FinCEN discovered that some of the covered transactions were linked to possible criminal activity by beneficial owners of shell company purchasers. As a result, FinCEN expanded the GTOs to additional geographic areas, which require title companies in those areas to comply with the GTO data collection and reporting requirements. Effective August 28, 2016 through February 23, 2017, the expanded GTOs cover the following geographic areas:
- $500k and above – Bexar County, Texas
- $1 million and above – Miami-Dade, Broward and Palm Beach counties, Fla.
- $1.5 million and above – New York City Boroughs of Brooklyn, Queens, Bronx and Staten Island
- $2 million and above – San Diego, Los Angeles, San Francisco, San Mateo and Santa Clara counties, Calif.

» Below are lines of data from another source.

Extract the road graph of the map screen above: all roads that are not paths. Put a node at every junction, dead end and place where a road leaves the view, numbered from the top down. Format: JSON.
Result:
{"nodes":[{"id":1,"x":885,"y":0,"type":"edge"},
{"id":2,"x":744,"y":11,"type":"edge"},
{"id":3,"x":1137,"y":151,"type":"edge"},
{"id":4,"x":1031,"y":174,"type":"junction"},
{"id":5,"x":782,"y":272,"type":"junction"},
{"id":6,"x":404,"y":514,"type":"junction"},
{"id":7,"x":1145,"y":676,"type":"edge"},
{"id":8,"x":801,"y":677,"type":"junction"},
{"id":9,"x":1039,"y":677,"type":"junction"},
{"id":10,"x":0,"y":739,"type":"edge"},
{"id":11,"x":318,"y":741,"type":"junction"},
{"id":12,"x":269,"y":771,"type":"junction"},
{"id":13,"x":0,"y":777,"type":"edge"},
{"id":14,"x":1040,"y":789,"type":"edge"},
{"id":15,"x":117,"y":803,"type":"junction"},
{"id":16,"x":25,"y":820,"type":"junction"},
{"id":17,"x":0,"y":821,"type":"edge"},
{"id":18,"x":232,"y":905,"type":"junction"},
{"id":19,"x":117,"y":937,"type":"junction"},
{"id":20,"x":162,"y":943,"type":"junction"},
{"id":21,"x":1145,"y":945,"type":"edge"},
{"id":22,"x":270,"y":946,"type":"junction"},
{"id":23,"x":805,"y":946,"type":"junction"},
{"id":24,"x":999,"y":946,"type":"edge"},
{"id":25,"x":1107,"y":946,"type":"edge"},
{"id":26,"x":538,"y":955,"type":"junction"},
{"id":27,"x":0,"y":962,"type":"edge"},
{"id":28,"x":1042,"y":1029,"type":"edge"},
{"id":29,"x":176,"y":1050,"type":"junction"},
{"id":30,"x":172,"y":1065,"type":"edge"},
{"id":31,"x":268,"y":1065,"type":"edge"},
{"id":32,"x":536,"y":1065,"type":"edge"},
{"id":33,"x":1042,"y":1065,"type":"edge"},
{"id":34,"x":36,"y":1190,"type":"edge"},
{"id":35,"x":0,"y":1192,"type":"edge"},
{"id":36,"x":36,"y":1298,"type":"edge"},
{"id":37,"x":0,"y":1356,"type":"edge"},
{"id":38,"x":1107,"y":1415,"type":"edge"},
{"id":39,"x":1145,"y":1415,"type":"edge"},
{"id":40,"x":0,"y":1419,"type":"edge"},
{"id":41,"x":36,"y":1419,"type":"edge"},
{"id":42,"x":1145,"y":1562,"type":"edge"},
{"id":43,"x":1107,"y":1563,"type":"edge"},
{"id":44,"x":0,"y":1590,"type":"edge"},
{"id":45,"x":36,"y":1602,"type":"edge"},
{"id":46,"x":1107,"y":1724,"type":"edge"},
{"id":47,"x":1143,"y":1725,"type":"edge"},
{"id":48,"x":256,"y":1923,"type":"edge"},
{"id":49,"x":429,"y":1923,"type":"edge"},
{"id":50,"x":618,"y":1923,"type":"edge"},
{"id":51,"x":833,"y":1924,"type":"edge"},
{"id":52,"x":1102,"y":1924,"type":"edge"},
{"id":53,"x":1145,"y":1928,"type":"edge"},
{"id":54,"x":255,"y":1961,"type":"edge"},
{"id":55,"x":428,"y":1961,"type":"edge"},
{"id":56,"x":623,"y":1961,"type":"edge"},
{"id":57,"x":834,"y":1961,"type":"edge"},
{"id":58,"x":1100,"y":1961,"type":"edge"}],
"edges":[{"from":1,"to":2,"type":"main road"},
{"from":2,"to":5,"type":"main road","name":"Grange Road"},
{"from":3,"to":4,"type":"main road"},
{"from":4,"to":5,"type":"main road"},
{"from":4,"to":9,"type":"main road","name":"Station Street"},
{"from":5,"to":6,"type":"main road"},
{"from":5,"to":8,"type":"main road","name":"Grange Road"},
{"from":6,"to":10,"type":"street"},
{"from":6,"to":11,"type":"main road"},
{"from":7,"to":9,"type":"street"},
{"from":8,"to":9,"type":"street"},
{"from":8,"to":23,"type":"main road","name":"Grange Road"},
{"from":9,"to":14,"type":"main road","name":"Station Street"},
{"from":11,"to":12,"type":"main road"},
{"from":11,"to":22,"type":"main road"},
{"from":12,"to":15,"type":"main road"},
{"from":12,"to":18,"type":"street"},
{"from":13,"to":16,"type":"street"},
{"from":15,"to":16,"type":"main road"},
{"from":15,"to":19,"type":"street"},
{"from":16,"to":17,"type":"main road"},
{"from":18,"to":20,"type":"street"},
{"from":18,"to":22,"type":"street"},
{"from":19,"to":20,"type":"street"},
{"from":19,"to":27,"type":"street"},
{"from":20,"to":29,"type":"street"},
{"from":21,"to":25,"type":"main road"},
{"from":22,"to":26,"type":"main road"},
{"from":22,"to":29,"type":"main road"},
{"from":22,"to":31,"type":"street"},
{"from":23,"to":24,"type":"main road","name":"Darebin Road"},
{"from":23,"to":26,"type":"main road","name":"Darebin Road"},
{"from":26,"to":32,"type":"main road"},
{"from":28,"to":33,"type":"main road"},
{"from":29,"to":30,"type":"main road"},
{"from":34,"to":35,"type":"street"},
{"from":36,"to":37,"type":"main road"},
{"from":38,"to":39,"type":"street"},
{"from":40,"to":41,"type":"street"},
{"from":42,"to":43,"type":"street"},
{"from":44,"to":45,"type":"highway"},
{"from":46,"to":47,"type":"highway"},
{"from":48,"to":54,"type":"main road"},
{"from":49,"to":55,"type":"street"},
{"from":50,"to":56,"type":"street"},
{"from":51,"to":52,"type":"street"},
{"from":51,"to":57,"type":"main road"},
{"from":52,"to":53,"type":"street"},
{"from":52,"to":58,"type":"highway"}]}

- $3 million and above – New York City Borough of Manhattan
The GTOs do not impose any new obligations on real estate professionals; however, real estate professionals are included in the non-financial business sector category that may encounter money laundering activities. It is important to be aware of the GTO and understand that covered title companies may consult with real estate professionals to obtain information to comply with the order. Such communications should not affect the real estate sales transaction, as title companies are not required to report GTO covered transactions to FinCEN until 30 days after closin
The National Association of REALTORS® (NAR) collaborated with the U.S. Department of Treasury to develop voluntary guidelines to increase real estate professionals’ awareness of the potential money laundering risks surrounding real estate transactions. The guidelines educate real estate professionals about red flags to be aware of during a real estate transaction and customer due diligence practices. Red flags may include large, unexplained distances between the location of the property and the buyer, unusual involvement by third parties, unusual sources of funding, or large amounts of cash being used for purchase.
If red flags are present, a real estate professional may request information from the customer, such as a driver’s license or passport to confirm their true identity. If a legal entity, such as an LLC, is involved, a real estate professional may try to identify who controls or owns the entity. Real estate professionals may also discuss with senior management any situation that raises red flags and solicit help in monitoring and thoroughly evaluating the circumstances surrounding the suspicious activity.
While recent FinCEN actions exclude explicit requirements for real estate professionals, the international Financial Action Task Force (FATF) will soon issue a report on the state of anti-money laundering regulation in the U.S. FATF has consistently called for formal regulations governing real estate agents and brokers, and it is expected that FATF will renew this call in the new report.
In anticipation of FATF’s report, NAR met with FATF and highlighted their efforts to raise awareness among real estate professionals. In addition, NAR stresses that including real estate professionals in anti-money laundering regulations is unnecessary, as regulated financial entities are best suited to detect and report suspicious activity in connection with the financing of real estate transactions.